WORK ITEM: In the entries below, find every line with "Cardenales" and copy it.

───── GIVEN INFORMATION

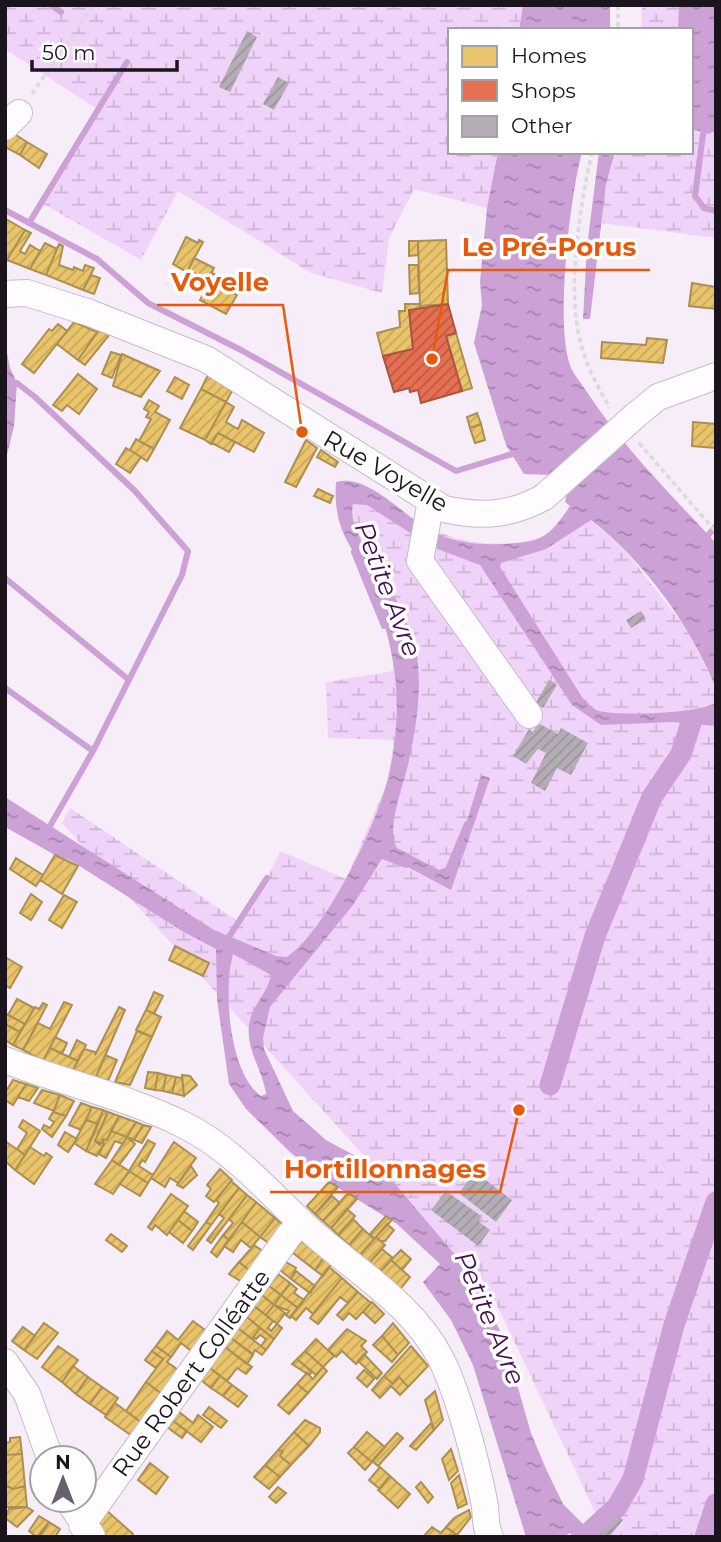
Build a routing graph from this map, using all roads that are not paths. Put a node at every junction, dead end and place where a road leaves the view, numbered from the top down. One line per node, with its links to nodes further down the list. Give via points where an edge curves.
1 (5, 294): 3 (street, Rue Voyelle, via 27,293 90,313 206,359)
2 (716, 376): 3 (street, Rue Voyelle, bridge, via 658,397 544,497 510,513)
3 (428, 511): 4 (street, via 420,561)
4 (529, 715)
5 (5, 1060): 6 (street, via 186,1126 275,1195)
6 (302, 1223): 10 (street, Rue Robert Colléatte, via 290,1234); 11 (street, via 424,1329 456,1399 485,1503)
7 (5, 1362): 8 (street, via 27,1395)
8 (45, 1444)
9 (77, 1514): 10 (street)
10 (87, 1531)
11 (481, 1533)

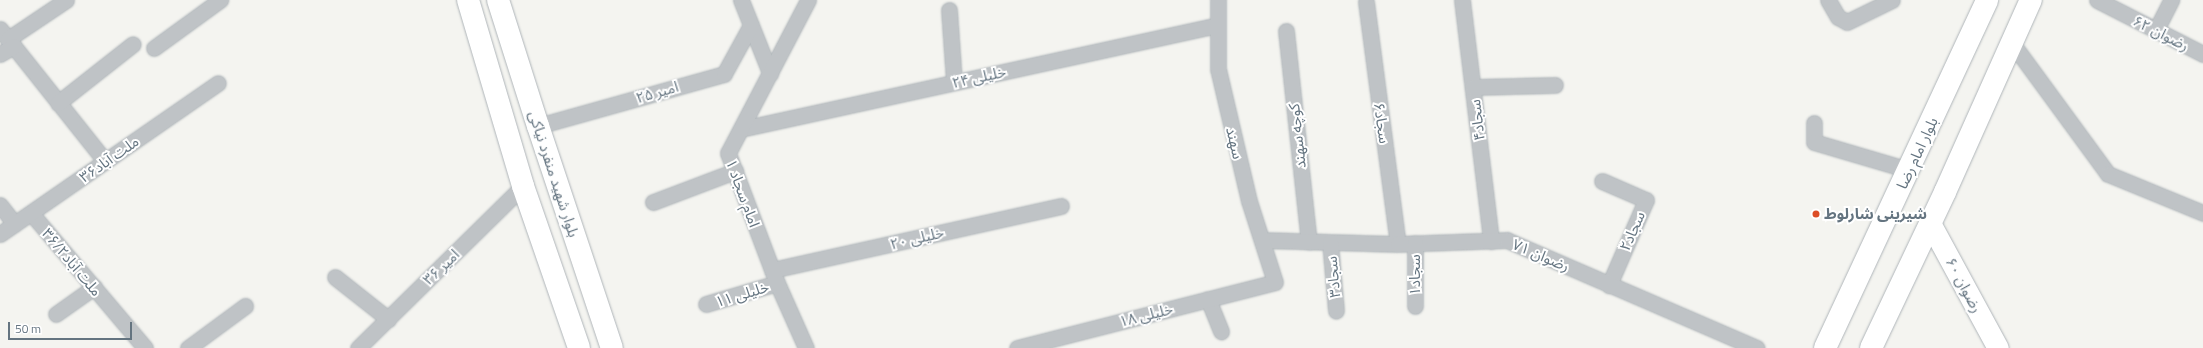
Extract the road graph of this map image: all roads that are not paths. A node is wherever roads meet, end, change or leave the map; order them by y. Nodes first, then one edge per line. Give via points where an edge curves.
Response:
1 (66, 0) edge
2 (220, 0) edge
3 (468, 0) edge
4 (498, 0) edge
5 (741, 0) edge
6 (808, 0) edge
7 (1218, 0) edge
8 (1462, 0) edge
9 (1828, 0) edge
10 (1892, 0) edge
11 (2031, 0) edge
12 (2097, 0) edge
13 (2170, 0) edge
14 (1366, 2) dead end
15 (1982, 2) edge
16 (949, 10) dead end
17 (751, 25) junction
18 (1218, 25) junction
19 (2156, 30) junction
20 (1286, 31) dead end
21 (7, 38) edge
22 (2012, 43) junction
23 (133, 44) dead end
24 (154, 48) dead end
25 (0, 54) edge
26 (2203, 54) edge
27 (770, 73) junction
28 (954, 82) junction
29 (218, 83) dead end
30 (1555, 86) dead end
31 (1473, 87) junction
32 (58, 103) junction
33 (1814, 122) dead end
34 (538, 126) junction
35 (741, 129) junction
36 (508, 134) junction
37 (105, 162) junction
38 (1909, 170) junction
39 (735, 171) junction
40 (1602, 181) dead end
41 (523, 186) junction
42 (653, 202) dead end
43 (0, 205) edge
44 (1061, 206) dead end
45 (30, 213) junction
46 (2203, 213) edge
47 (1930, 223) junction
48 (15, 224) junction
49 (0, 234) edge
50 (1262, 240) junction
51 (1491, 241) junction
52 (1309, 242) junction
53 (1330, 242) junction
54 (1415, 243) junction
55 (1398, 244) junction
56 (774, 276) junction
57 (335, 277) dead end
58 (1275, 282) joint
59 (1609, 285) junction
60 (94, 287) junction
61 (1208, 299) junction
62 (706, 304) dead end
63 (244, 306) dead end
64 (1415, 306) dead end
65 (1336, 311) dead end
66 (56, 314) dead end
67 (388, 319) junction
68 (1220, 332) dead end
69 (145, 348) edge
70 (188, 348) edge
71 (358, 348) edge
72 (579, 348) edge
73 (612, 348) edge
74 (806, 348) edge
75 (1017, 348) edge
76 (1757, 348) edge
77 (1826, 348) edge
78 (1871, 348) edge
79 (1998, 348) edge

1 - 21 street
2 - 24 street
3 - 36 main road, بلوار شهید منفرد نیاکی
4 - 34 main road, بلوار شهید منفرد نیاکی
5 - 17 street
6 - 27 street, امام سجاد ۱
7 - 18 street, سهند
8 - 31 street, سجاد۴
9 - 10 street via 1838,17 1847,22
11 - 22 main road
12 - 19 street, رضوان ۶۲
13 - 19 street
14 - 55 street, سجاد۶
15 - 38 main road, بلوار امام رضا
16 - 28 street
17 - 27 street
17 - 34 street, امیر ۲۵ via 724,74
18 - 28 street, خلیلی ۲۴
18 - 50 street, سهند via 1218,69 1249,201
19 - 26 street, رضوان ۶۲
20 - 52 street, كوچه سهند
21 - 25 street
21 - 32 street
22 - 46 street via 2108,174
22 - 47 main road
23 - 32 street
27 - 35 street, امام سجاد ۱
28 - 35 street, خلیلی ۲۴
29 - 37 street, ملت آباد۳۶
30 - 31 street
31 - 51 street, سجاد۴
32 - 37 street
33 - 38 street via 1814,142
34 - 36 main road
34 - 73 main road, بلوار شهید منفرد نیاکی
35 - 39 street, امام سجاد ۱ via 728,153
36 - 41 main road, بلوار شهید منفرد نیاکی
37 - 45 street, ملت آباد۳۶
38 - 77 main road, بلوار امام رضا
39 - 42 street
39 - 56 street, امام سجاد ۱
40 - 59 street, سجاد۲ via 1646,200
41 - 67 street, امیر ۳۶
41 - 72 main road, بلوار شهید منفرد نیاکی
43 - 48 street
44 - 56 street, خلیلی ۲۰
45 - 48 street, ملت آباد۳۶
45 - 60 street, ملت آباد۳۶/۲
47 - 78 main road
47 - 79 main road, رضوان ۶۰
48 - 49 street, ملت آباد۳۶
50 - 52 street, رضوان ۷۱
50 - 58 street, سهند
51 - 54 street, رضوان ۷۱
51 - 59 street, رضوان ۷۱ via 1507,240
52 - 53 street, رضوان ۷۱
53 - 55 street, رضوان ۷۱
53 - 65 street, سجاد۳
54 - 55 street, رضوان ۷۱
54 - 64 street, سجاد۱
56 - 62 street, خلیلی ۱۱
56 - 74 street, امام سجاد ۱
57 - 67 street
58 - 61 street, خلیلی ۱۸
59 - 76 street, رضوان ۷۱
60 - 66 street
60 - 69 street, ملت آباد۳۶/۲
61 - 68 street
61 - 75 street, خلیلی ۱۸
63 - 70 street
67 - 71 street, امیر ۳۶

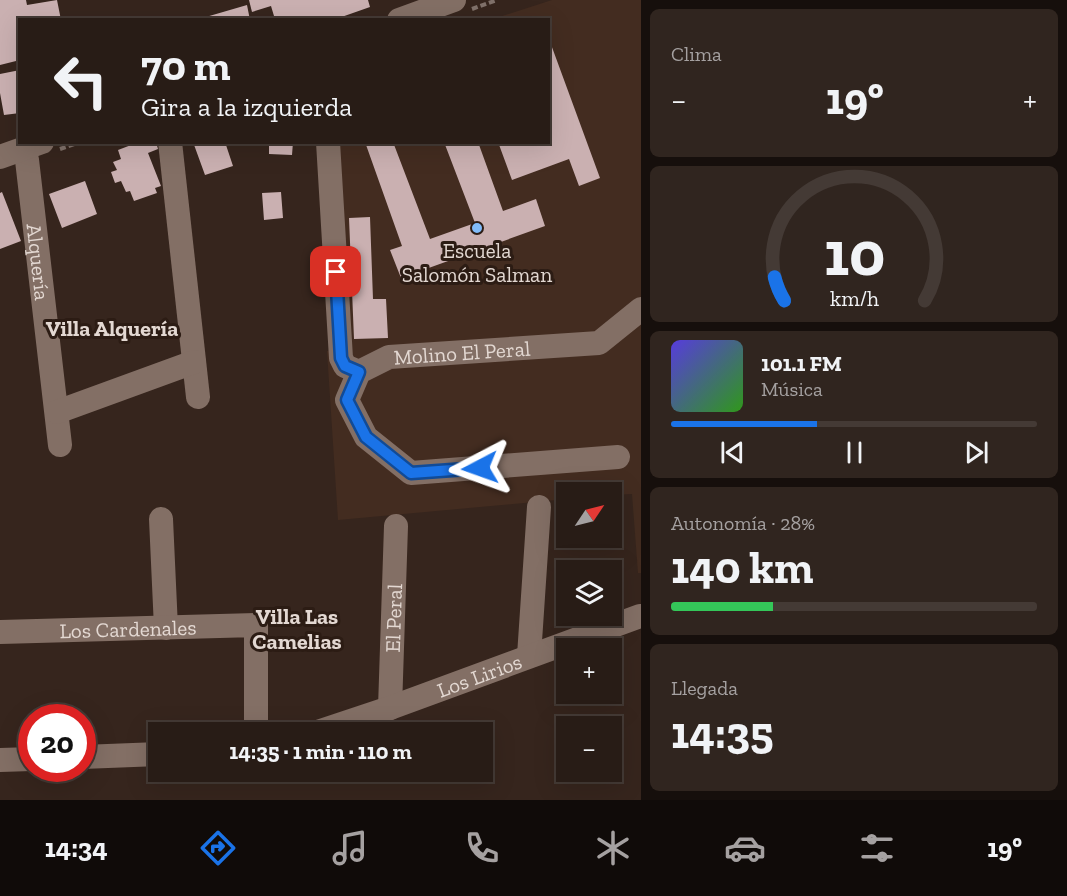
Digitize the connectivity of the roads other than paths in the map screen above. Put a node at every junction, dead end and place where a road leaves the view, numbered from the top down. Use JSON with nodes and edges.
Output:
{"nodes":[{"id":1,"x":454,"y":0,"type":"edge"},
{"id":2,"x":404,"y":18,"type":"edge"},
{"id":3,"x":170,"y":144,"type":"edge"},
{"id":4,"x":328,"y":144,"type":"edge"},
{"id":5,"x":33,"y":146,"type":"edge"},
{"id":6,"x":0,"y":157,"type":"edge"},
{"id":7,"x":641,"y":309,"type":"edge"},
{"id":8,"x":194,"y":362,"type":"junction"},
{"id":9,"x":359,"y":372,"type":"junction"},
{"id":10,"x":198,"y":397,"type":"dead end"},
{"id":11,"x":57,"y":412,"type":"junction"},
{"id":12,"x":60,"y":445,"type":"dead end"},
{"id":13,"x":618,"y":457,"type":"dead end"},
{"id":14,"x":539,"y":507,"type":"dead end"},
{"id":15,"x":161,"y":519,"type":"dead end"},
{"id":16,"x":396,"y":526,"type":"dead end"},
{"id":17,"x":640,"y":616,"type":"edge"},
{"id":18,"x":166,"y":628,"type":"junction"},
{"id":19,"x":0,"y":632,"type":"edge"},
{"id":20,"x":529,"y":656,"type":"junction"},
{"id":21,"x":390,"y":708,"type":"junction"},
{"id":22,"x":256,"y":722,"type":"edge"},
{"id":23,"x":348,"y":722,"type":"edge"},
{"id":24,"x":148,"y":754,"type":"edge"},
{"id":25,"x":96,"y":756,"type":"edge"},
{"id":26,"x":18,"y":759,"type":"edge"},
{"id":27,"x":0,"y":760,"type":"edge"}],
"edges":[{"from":1,"to":2,"type":"street"},
{"from":3,"to":8,"type":"street"},
{"from":4,"to":9,"type":"street"},
{"from":5,"to":6,"type":"street"},
{"from":5,"to":11,"type":"street","name":"Alquería"},
{"from":7,"to":9,"type":"street","name":"Molino El Peral"},
{"from":8,"to":10,"type":"street"},
{"from":8,"to":11,"type":"street"},
{"from":9,"to":13,"type":"street"},
{"from":11,"to":12,"type":"street","name":"Alquería"},
{"from":14,"to":20,"type":"street"},
{"from":15,"to":18,"type":"street"},
{"from":16,"to":21,"type":"street","name":"El Peral"},
{"from":17,"to":20,"type":"street","name":"Los Lirios"},
{"from":18,"to":19,"type":"street","name":"Los Cardenales"},
{"from":18,"to":22,"type":"street","name":"Los Cardenales"},
{"from":20,"to":21,"type":"street","name":"Los Lirios"},
{"from":21,"to":23,"type":"street","name":"Los Lirios"},
{"from":24,"to":25,"type":"street"},
{"from":26,"to":27,"type":"street"}]}
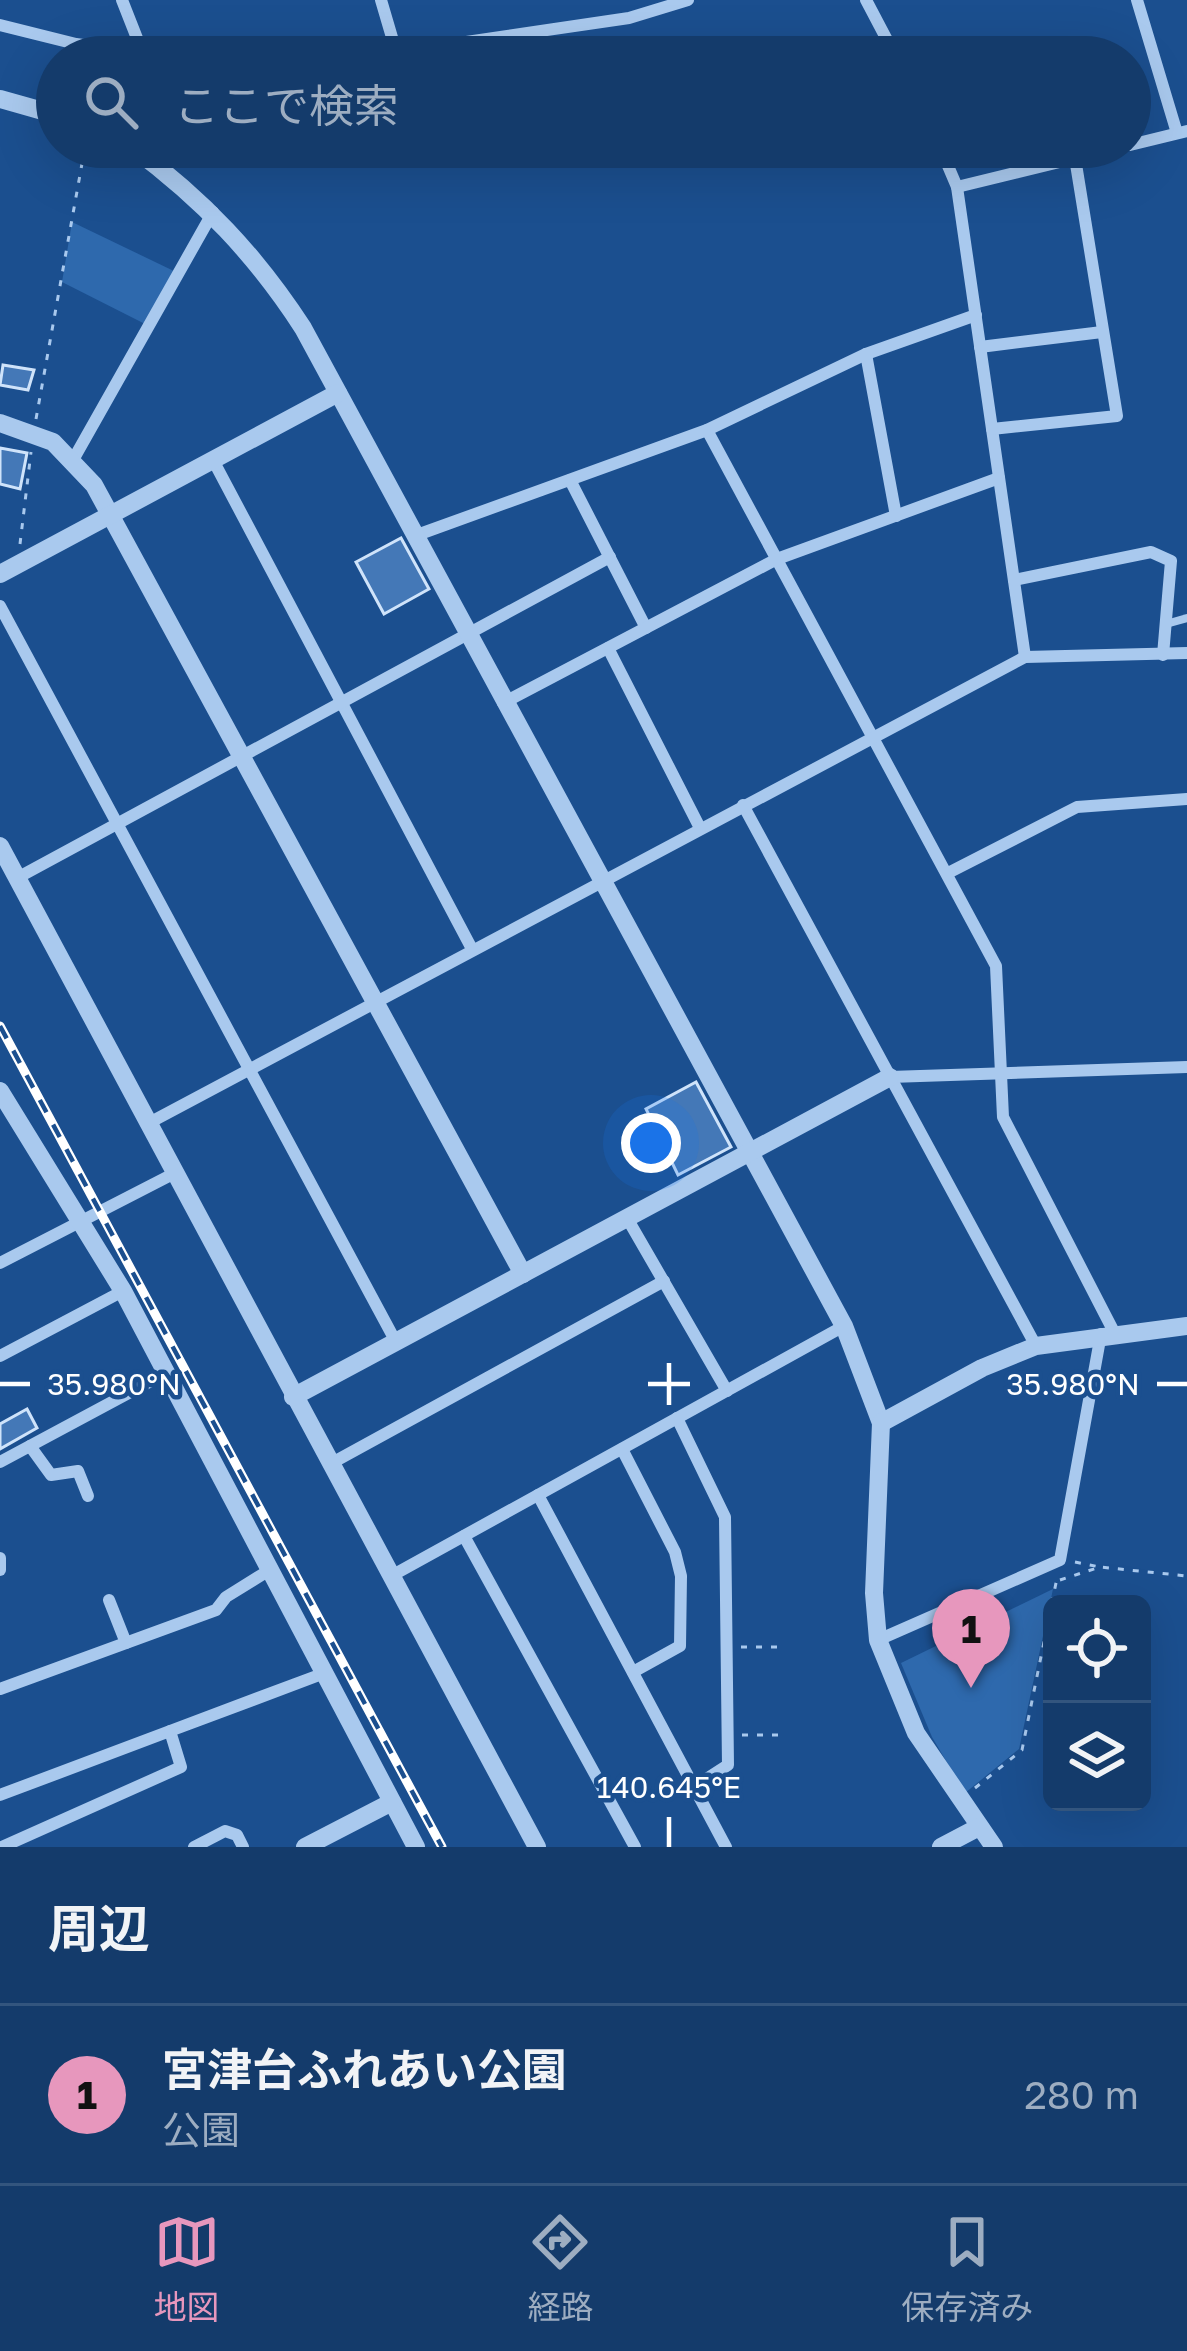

──────────

OUTPUT OF THE TASK:
{"from":18,"to":19,"type":"street","name":"Los Cardenales"},
{"from":18,"to":22,"type":"street","name":"Los Cardenales"},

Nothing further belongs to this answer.